かたちを変えて働く塩の用途が大半
塩の用途は大きく3つに分類することができる。「食用として働く塩」「性質を利用してはたらく塩」「かたちを変えて働く塩」の3つ。「食用」としては味付け、発酵の手助け、グルテンの形成、防腐剤の役割などが主なところ。
しかし「性質を利用して働く塩」と「かたちを変えて働く塩」も非常に重要で、ぜひ知って欲しい、と清水氏はいう。
実際、塩の全量からそれぞれの用途でどのくらい使用されているかを調べると「かたちを変えて働く塩」が全体の3/4を占め、残りの1/4をちょうど二分する形で「食用として働く塩」「性質を利用してはたらく塩」の利用となっている。
生活のあらゆるものに塩素が使用
「かたちを変えて働く塩」とは別名「ソーダ工業用」であり、平成27年度の国内の消費量は584万トン。ソーダ工業とは輸入の天日塩が加工されたもので、その後に「電解ソーダ工業」と「ソーダ灰工業」に分類される。

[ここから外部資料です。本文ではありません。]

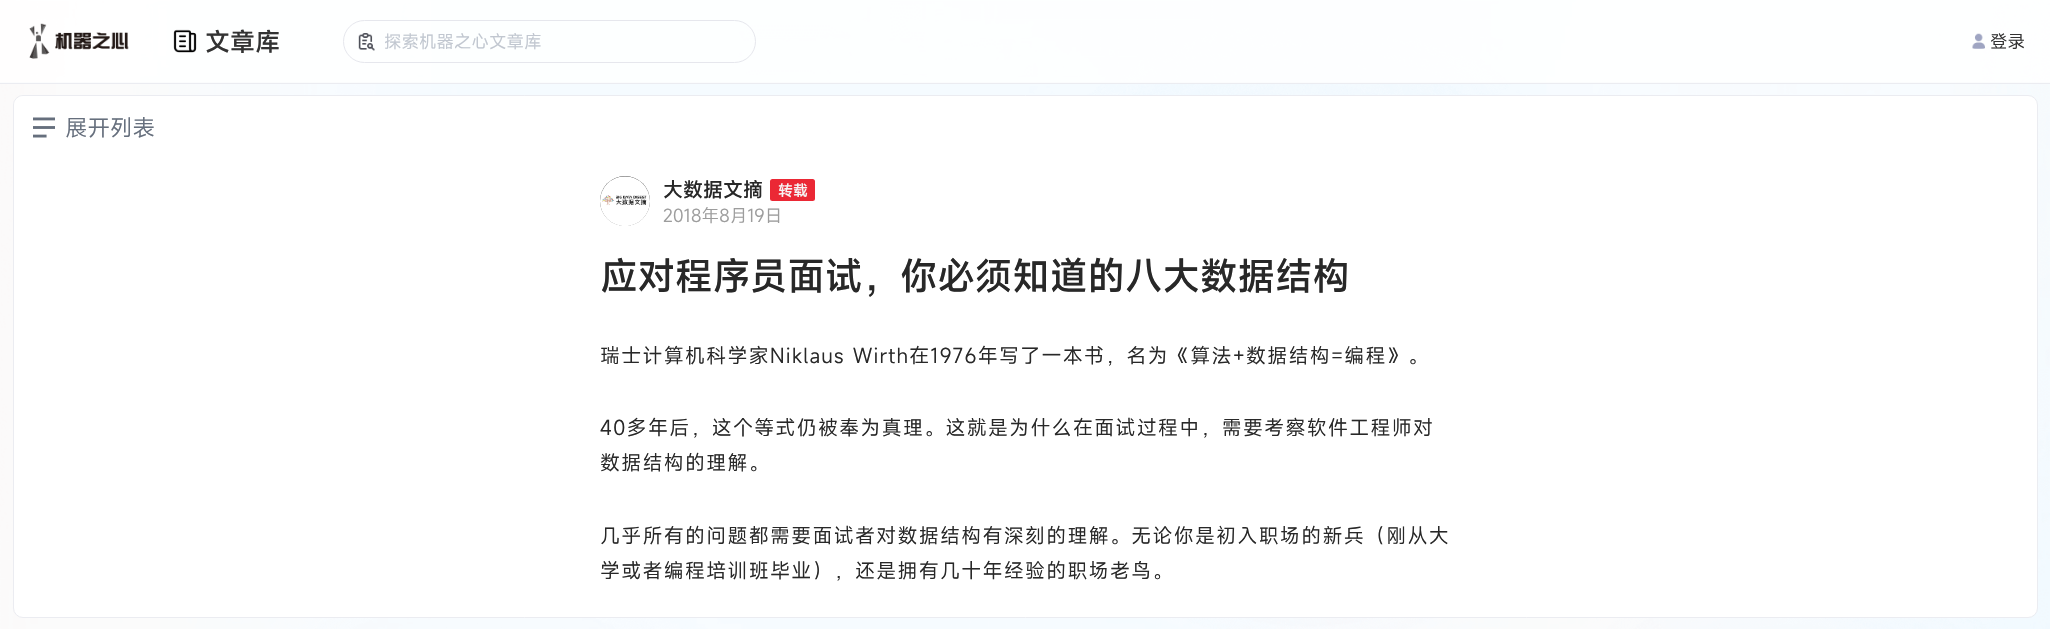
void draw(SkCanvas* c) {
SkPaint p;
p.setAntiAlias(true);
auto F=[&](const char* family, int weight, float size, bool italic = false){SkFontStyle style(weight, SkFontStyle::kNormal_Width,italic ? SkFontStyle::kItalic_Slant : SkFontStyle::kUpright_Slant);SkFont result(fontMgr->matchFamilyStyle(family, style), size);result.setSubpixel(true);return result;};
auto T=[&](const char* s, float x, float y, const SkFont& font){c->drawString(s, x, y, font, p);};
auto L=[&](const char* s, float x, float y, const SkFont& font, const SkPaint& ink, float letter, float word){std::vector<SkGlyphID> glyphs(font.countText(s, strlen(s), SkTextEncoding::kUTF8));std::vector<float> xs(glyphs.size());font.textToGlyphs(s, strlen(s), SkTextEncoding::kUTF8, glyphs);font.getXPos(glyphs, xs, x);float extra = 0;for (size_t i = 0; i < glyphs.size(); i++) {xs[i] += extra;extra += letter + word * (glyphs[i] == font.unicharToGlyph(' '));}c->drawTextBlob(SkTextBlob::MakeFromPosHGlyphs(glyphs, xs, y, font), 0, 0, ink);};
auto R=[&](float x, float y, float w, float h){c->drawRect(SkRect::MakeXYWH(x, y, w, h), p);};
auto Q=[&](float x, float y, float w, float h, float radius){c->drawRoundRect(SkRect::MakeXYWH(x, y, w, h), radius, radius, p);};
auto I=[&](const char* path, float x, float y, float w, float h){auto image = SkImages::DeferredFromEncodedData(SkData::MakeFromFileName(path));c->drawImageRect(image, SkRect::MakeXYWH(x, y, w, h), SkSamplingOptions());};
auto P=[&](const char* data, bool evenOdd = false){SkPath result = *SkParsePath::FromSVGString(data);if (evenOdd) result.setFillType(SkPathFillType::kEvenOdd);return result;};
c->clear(0xffffffff);
I("1.png",0,0,2050,629);
p.setColor(0xffebecf1);
R(0,82,2050,2);
p.setColor(0xccffffff);
R(0,0,2050,83);
I("2.png",29,23,100,36);
I("3.png",173,29,24,24);
auto f1 = F("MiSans",500,25);
p.setColor(0xff333333);
T("文章库",205,51,f1);
p.setStroke(true);
p.setStrokeWidth(1);
p.setColor(0xffe6e7ed);
c->drawRoundRect(SkRect::MakeXYWH(343.5,20.5,412,42),21,21,p);
I("4.png",358,33,17,18);
auto f2 = F("MiSans",400,17.5);
p.setStroke(false);
p.setColor(0xffc1c7d0);
T("探索机器之心文章库",384,48,f2);
I("5.png",1972,33,13,16);
p.setColor(0xff333333);
T("登录",1990,48,f2);
p.setColor(0xffffffff);
c->drawRoundRect(SkRect::MakeXYWH(13.5,95.5,2024,522),9.5,9.5,p);
p.setStroke(true);
p.setColor(0xffebecf1);
c->drawRoundRect(SkRect::MakeXYWH(13.5,95.5,2024,522),9.5,9.5,p);
p.setStroke(false);
p.setColor(0xffffffff);
c->drawPath(P("M24 96h152v67h-152c-5.5 0-10-4.5-10-10v-47c0-5.5 4.5-10 10-10z"),p);
I("6.png",33,117,22,21);
auto f3 = F("MiSans",400,22.5);
p.setColor(0xff666f7d);
T("展开列表",65,136,f3);
p.setColor(0xff333333);
c->drawCircle(625,201,25,p);
I("7.png",600,176,50,50);
auto f4 = F("MiSans",500,20);
p.setColor(0xff282828);
T("大数据文摘",663,197,f4);
p.setColor(0xffeb2835);
Q(770,179,45,22,2.5);
auto f5 = F("MiSans",500,15);
p.setColor(0xfff6f6f6);
T("转载",778,196,f5);
p.setColor(0xff9d9d9d);
T("2018年8月19日",663,222,f2);
auto f6 = F("MiSans",500,37.5);
p.setColor(0xff282828);
T("应对程序员面试，你必须知道的八大数据结构",600,290,f6);
auto f7 = F("MiSans",400,20);
L("瑞士计算机科学家Niklaus Wirth在1976年写了一本书，名为《算法+数据结构=编程》。",600,363,f7,p,1.25,0);
L("40多年后，这个等式仍被奉为真理。这就是为什么在面试过程中，需要考察软件工程师对",600,435,f7,p,1.25,0);
L("数据结构的理解。",600,470,f7,p,1.25,0);
L("几乎所有的问题都需要面试者对数据结构有深刻的理解。无论你是初入职场的新兵（刚从大",600,543,f7,p,1.25,0);
L("学或者编程培训班毕业），还是拥有几十年经验的职场老鸟。",600,578,f7,p,1.25,0);
}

さらに電解ソーダは水を加えることで電気分解が起こり「塩素」「水素」にかたちを変える。
塩素だけでも用途は多岐にわたる。自動車部品や接着剤といった、一見それが含まれているとは想像もできないようなところでも使用されている。身近なところでは「水道水」「漂白剤」や「プールの殺菌剤」など。
他にも医薬品、洗剤、石鹸、塗料、香料、防虫剤、衣類、防音材、インキ、家具、プラスチックなど、私たちの生活を支えるあらゆるものに塩素が使用されており、塩素に関わらずには生きていくことができないといわれるほどである。
塩が日本の基幹産業を支えている
2015年のソーダ工業総生産額は国内だけで3.321億円に達し、2次・3次利用や製品まで含めるとさらに膨大な金額になる。安価で大量に生産され、安定供給が可能な塩は日本の基幹産業を支えているといえる、と清水氏。
食用以外のもう一つの用途が「性質を利用してはたらく塩」。具体的には「融氷雪用」「軟水化用」「塩水選」「塩ストレス」「鉱塩」などがある。
常温で26%程度の非常に濃い食塩水はマイナス21度でも凍らないという特徴がある。